Un volcán

El sol tintineaba en el aire. El sol babeaba en el cerebro de todos con sus tentáculos afilados. El sol era una piedra. El sol era miles de piedras en su volcánica piel canela. Y todo no terminó tan mal. No, no tan mal. Notan mal. En rigor, iban floreciendo las intenciones a medida que el sol con sus inten-tacúlos provocaba una imagen en todos. Ella cruzó la avenida atravesando anillos concéntricos repletos de labia almibarada. Ella vulcanizó su piel viviente y llamativa pronta, prontísima a la mía. Canela, ella con sus corpúsculos y grumos de lava hirvientes empalizando el pedestal llamado cuello.
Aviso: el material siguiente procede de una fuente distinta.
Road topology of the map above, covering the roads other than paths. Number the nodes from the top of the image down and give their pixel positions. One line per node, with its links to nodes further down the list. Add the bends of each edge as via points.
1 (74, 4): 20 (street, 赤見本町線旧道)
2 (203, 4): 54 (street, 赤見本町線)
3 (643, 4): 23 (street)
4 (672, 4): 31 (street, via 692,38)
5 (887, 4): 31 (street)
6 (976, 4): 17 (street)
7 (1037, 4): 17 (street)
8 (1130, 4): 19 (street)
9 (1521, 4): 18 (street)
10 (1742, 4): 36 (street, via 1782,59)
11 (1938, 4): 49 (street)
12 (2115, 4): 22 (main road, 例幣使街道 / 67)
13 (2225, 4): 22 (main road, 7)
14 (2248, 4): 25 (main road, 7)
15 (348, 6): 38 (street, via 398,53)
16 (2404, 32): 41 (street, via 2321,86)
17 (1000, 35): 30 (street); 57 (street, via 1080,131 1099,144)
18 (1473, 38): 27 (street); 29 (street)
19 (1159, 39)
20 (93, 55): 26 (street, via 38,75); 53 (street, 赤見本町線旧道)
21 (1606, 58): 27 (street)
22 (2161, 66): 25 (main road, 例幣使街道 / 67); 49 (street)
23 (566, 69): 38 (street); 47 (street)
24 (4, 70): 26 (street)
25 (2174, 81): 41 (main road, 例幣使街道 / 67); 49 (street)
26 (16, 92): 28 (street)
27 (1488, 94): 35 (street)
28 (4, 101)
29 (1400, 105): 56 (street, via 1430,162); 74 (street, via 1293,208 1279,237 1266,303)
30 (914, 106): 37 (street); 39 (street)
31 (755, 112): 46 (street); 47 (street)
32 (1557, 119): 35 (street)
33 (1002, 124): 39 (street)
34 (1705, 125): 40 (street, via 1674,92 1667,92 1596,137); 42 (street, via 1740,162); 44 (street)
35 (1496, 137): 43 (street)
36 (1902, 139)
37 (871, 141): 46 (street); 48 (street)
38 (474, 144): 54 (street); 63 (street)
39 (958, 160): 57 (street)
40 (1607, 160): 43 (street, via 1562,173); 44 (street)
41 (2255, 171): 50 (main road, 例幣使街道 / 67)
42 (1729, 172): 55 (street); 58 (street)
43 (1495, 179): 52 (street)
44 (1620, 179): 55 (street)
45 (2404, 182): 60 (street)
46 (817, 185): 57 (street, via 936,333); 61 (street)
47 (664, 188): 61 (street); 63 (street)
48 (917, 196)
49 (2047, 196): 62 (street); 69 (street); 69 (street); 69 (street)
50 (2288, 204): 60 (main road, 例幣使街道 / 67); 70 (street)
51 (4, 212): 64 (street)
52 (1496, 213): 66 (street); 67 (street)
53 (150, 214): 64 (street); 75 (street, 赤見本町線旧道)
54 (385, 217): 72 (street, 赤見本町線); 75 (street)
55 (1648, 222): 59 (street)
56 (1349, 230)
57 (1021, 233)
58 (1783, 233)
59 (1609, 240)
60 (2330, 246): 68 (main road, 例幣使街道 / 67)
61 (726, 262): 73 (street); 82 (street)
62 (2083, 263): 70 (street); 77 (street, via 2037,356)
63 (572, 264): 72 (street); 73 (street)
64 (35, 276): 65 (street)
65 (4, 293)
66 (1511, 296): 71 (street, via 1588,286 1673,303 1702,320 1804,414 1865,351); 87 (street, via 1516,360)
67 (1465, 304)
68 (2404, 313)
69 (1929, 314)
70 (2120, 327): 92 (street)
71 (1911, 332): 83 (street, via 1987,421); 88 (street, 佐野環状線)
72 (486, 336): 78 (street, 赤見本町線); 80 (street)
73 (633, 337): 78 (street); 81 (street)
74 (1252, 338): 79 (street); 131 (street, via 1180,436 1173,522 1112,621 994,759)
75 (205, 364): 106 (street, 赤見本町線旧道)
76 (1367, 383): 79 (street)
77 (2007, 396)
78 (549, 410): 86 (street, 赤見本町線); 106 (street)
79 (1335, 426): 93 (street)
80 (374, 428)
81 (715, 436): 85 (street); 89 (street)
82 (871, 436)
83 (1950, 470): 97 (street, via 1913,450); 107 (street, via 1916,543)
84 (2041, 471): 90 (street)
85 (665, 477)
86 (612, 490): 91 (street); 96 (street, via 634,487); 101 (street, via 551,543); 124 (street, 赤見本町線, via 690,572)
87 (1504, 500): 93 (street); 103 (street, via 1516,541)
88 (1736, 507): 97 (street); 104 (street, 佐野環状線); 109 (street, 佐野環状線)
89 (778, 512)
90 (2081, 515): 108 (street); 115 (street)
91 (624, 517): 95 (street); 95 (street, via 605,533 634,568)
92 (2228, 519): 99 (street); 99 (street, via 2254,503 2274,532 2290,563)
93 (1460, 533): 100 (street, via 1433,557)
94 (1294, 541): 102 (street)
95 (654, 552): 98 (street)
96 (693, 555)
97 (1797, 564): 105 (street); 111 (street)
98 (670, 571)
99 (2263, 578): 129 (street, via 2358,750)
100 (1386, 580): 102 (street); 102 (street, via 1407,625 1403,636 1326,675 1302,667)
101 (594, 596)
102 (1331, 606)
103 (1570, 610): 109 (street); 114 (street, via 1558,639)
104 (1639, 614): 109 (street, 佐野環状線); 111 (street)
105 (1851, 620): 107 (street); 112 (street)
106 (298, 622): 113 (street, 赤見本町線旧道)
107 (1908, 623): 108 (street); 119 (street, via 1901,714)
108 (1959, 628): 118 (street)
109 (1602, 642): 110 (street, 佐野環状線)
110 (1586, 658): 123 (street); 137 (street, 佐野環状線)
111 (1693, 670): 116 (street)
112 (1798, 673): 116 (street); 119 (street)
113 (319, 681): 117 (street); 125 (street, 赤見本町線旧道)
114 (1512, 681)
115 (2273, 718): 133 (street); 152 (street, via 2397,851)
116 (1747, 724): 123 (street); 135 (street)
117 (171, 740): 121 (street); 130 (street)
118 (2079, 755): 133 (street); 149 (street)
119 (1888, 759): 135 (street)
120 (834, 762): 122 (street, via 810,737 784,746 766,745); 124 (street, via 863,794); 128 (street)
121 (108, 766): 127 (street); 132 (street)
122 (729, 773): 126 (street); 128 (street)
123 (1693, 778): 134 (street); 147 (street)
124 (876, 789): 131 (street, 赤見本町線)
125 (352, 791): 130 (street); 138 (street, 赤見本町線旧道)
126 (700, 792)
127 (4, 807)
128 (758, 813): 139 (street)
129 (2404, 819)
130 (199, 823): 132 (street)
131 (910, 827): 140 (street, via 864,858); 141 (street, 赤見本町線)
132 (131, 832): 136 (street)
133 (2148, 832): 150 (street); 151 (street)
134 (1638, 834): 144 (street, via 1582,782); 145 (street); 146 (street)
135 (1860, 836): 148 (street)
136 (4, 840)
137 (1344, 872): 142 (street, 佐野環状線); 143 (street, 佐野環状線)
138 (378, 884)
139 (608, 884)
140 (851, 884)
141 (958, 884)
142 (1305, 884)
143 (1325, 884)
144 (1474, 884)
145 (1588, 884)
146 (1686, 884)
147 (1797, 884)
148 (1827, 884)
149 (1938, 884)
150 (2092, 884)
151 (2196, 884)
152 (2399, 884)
El sol era un volcán esa mañana, no tan mal, libre de todo sufrimiento. Un mar ruidoso, de irreprimible lozanía erupcionaba de esa piel canela. La respiración de la luz que imita el aire crujiente del sol. Yo vi, yo escuché el sonido del sol estallando en los poros de la piel. El mar mediterráneo rompecabezas de sus labios hedía, sí, hedía a saliva a lava a manía y a rechazo. Mi cuerpo ya había encontrado un compás. De música. Por eso me alegro que se haya sentado delante de mi. El sol seguía hurgando. El sol seguía ronroneando. El sol seguía fulgurando en una interminable red de melanina, y sus colores castaños. Esta mujer joven con sus tetas firmes. Es mujer, es hija, es madre. Voluntaria, es una mujer voluntaria. Y oí, mortales palabras sagradas de mutuo conocimiento que rompían las cadenas. El sol tenía palabras. El sol trinaba en mis tímpanos con esplendoroso amor. Esto sí que es amor: reconocerse por una ley. El sol era una ley. Y yo seguía siendo un volcán. Un volcán de lava temblorosa como la de sus labios. El sol inmemorial se enfriaba. El sol contemplaba la lava apaciguarse en una horizontal de letras con mi nombre. Mi nombre salió empapado por el mar en disonancia ardiente. Dos cosas aprendí de ese viaje. Dos.